NWN2 beginnt klassisch: als einfacher Dorfbewohner müssen Sie für Ihren Ziehvater verschiedene Aufgaben erledigen und sollen den Dorffest-Wettbewerb gewinnen. Der Anfang ist als Tutorial ausgelegt, allerdings werden die meisten Themen nur angerissen.
Als das Dorf von Unbekannten überfallen wird nimmt die Geschichte langsam Fahrt auf. Im Laufe des Spieles erkunden Sie die Stadt Niewinter, erforschen alte Elfenruinen, bekämpfen Drachen, suchen Verbündete im Kampf gegen ein uraltes Böses. Moment, dass kommt Ihnen bekannt vor? Stimmt, die Geschichten von NWN2 und DA:O sind sich teilweise recht ähnlich.
Entscheidungsfreiheit wird groß geschrieben, die meisten Situationen kann man entweder friedlich oder aggressiv lösen. Es gibt sogar Spielabschnitte, die sich je nach Verhalten des Spielers komplett ändern können. Das Finale ist jedoch immer gleich. Schade.
Ein Höhepunkt von NWN2 ist die Eroberung einer Burg, die man verwaltet und ausbauen kann. Belagerungsschlacht inklusive!

Die Gefährten

Wenn man keinen namenlosen Helden oder weißhaarigen Hexer spielt gehört zu einem ordentlichen Rollenspiel eine Gefährten-Gruppe. Normalerweise ist man in NWN2 mit drei Begleitern unterwegs. Dabei ist auf die taktische Abstimmung der Klassen zu achten. Wer mit zwei Schurken aber ohne Heiler in die Schlacht zieht, bekommt im späteren Spielverlauf größere Probleme.
Die Gefährten haben alle einen individuellen Charakter. Der mürrische Zwergkrieger Khelgar will unbedingt Mönch werden, die Tieflingschurkin Neeshka bringt sich mit ihren vorlauten Kommentaren öfters in Schwierigkeiten. Insgesamt kommt man auf zwölf verschiedene Begleiter. Jeder hat eine einzigartige Hintergrundgeschichte, teilweise gibt es auch Begleiterquests.
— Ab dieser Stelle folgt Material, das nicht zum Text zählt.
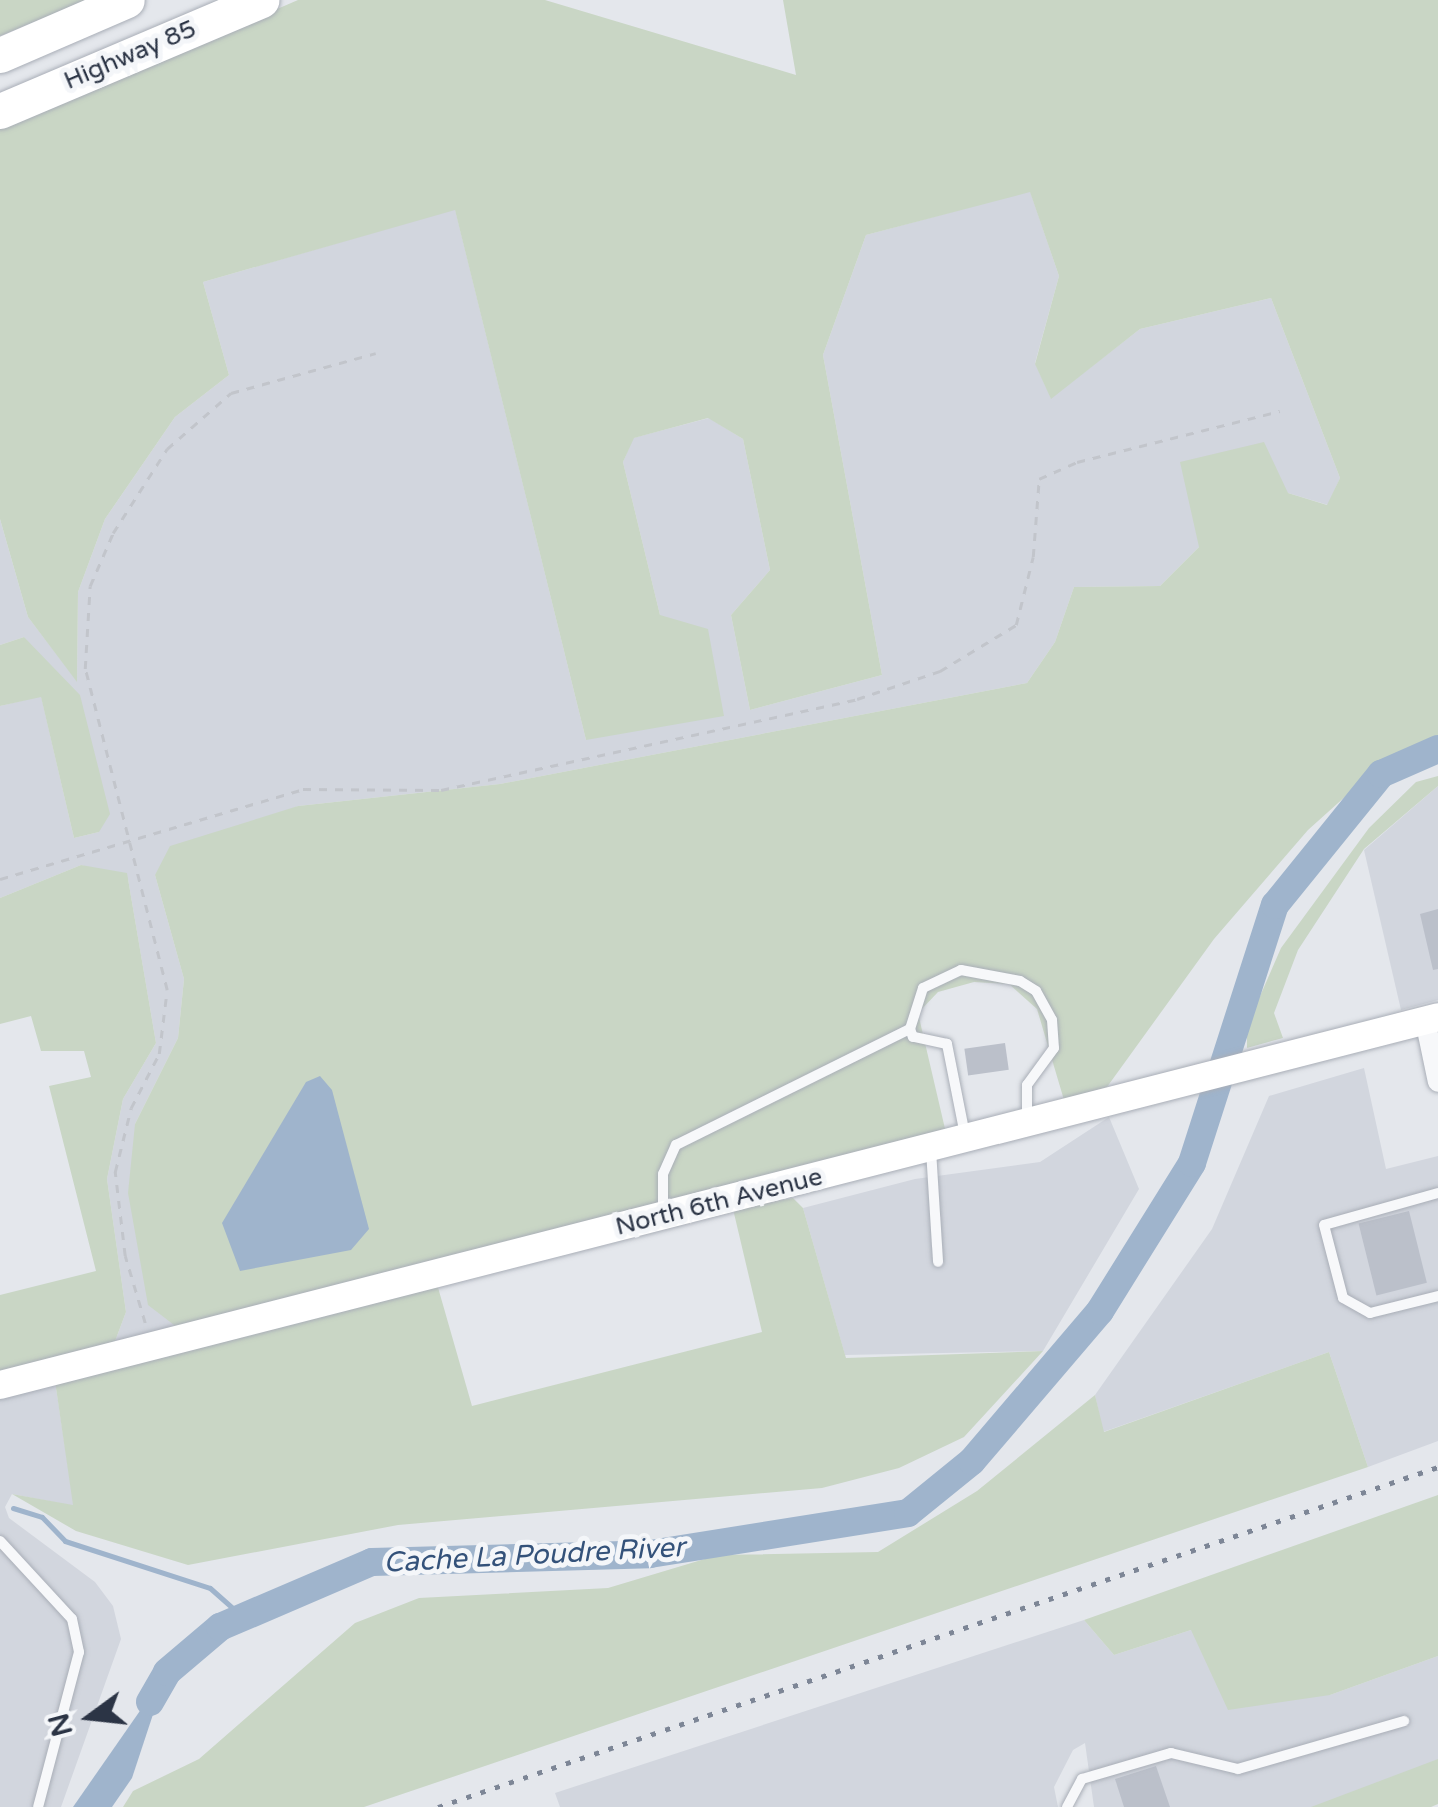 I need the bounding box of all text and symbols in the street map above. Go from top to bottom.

Auch melden Sie sich regelmäßig in Dialogen zu Wort wenn der Spieler nicht ganz nach ihren Wünschen handelt. Die Dialogqualität ist im gesamten Spiel übrigens sehr hoch, auch der Humor kommt nicht zu kurz.
Es gibt die Möglichkeit zu Romanzen, allerdings wirken diese ein wenig aufgesetzt

Das Kampfsystem

Wir haben eine stimmige Welt die erkundet werden will und kampfeshungrige Gefährten: auf in Schlacht! Die Kämpfe sind pausierbar, was man auch nutzen sollte um den einzelnen Begleitern unterschiedliche Aufgaben zuzuweisen. Etwas ungewohnt ist die Zauberei, da man alle Zauber nur begrenzt in einem Kampf einsetzen kann. Wer zu früh seinen mächtigen Meteorregen vom Himmel fallen lässt, dem fehlt dieser womöglich in einem späteren Abschnitt des Kampfes. Vor allem einige Bosskämpfe dauern sehr lange.
Die meisten Gegner sind humanoide Standardkost oder Untote, jedoch lockern spezielle Gegner das Geschehen immer wieder auf. Trollen muss man beispielsweise den Todesstoß mit Feuer- oder Säureangriffen geben, ansonsten stehen diese nach kurzer Zeit wieder auf. Werwölfe bekämpft man mit Silberwaffen, bei Drachen ist das Stellungsspiel entscheidend. Der Schwierigkeitsgrad ist am Anfang eher gering, zieht jedoch im letzten Spieldrittel deutlich an.

Items und Levelaufstiege

Die Monster lassen unzählige Items fallen die innerhalb der Gruppe verteilt werden wollen. Dies gestaltet sich jedoch umständlich, da man immer nur die Begleiter anwählen kann die sich auch in der Gruppe befinden. Da der Umbau der Gruppe aber nur mit einem Zonenwechsel möglich ist, wird unnötiges herumreisen zu einer lästigen Pflicht. Handwerk gibt es auch, allerdings ist es kompliziert und vor allem unübersichtlich gestaltet. Wenn man darauf verzichtet ist dies aber auch kein Problem.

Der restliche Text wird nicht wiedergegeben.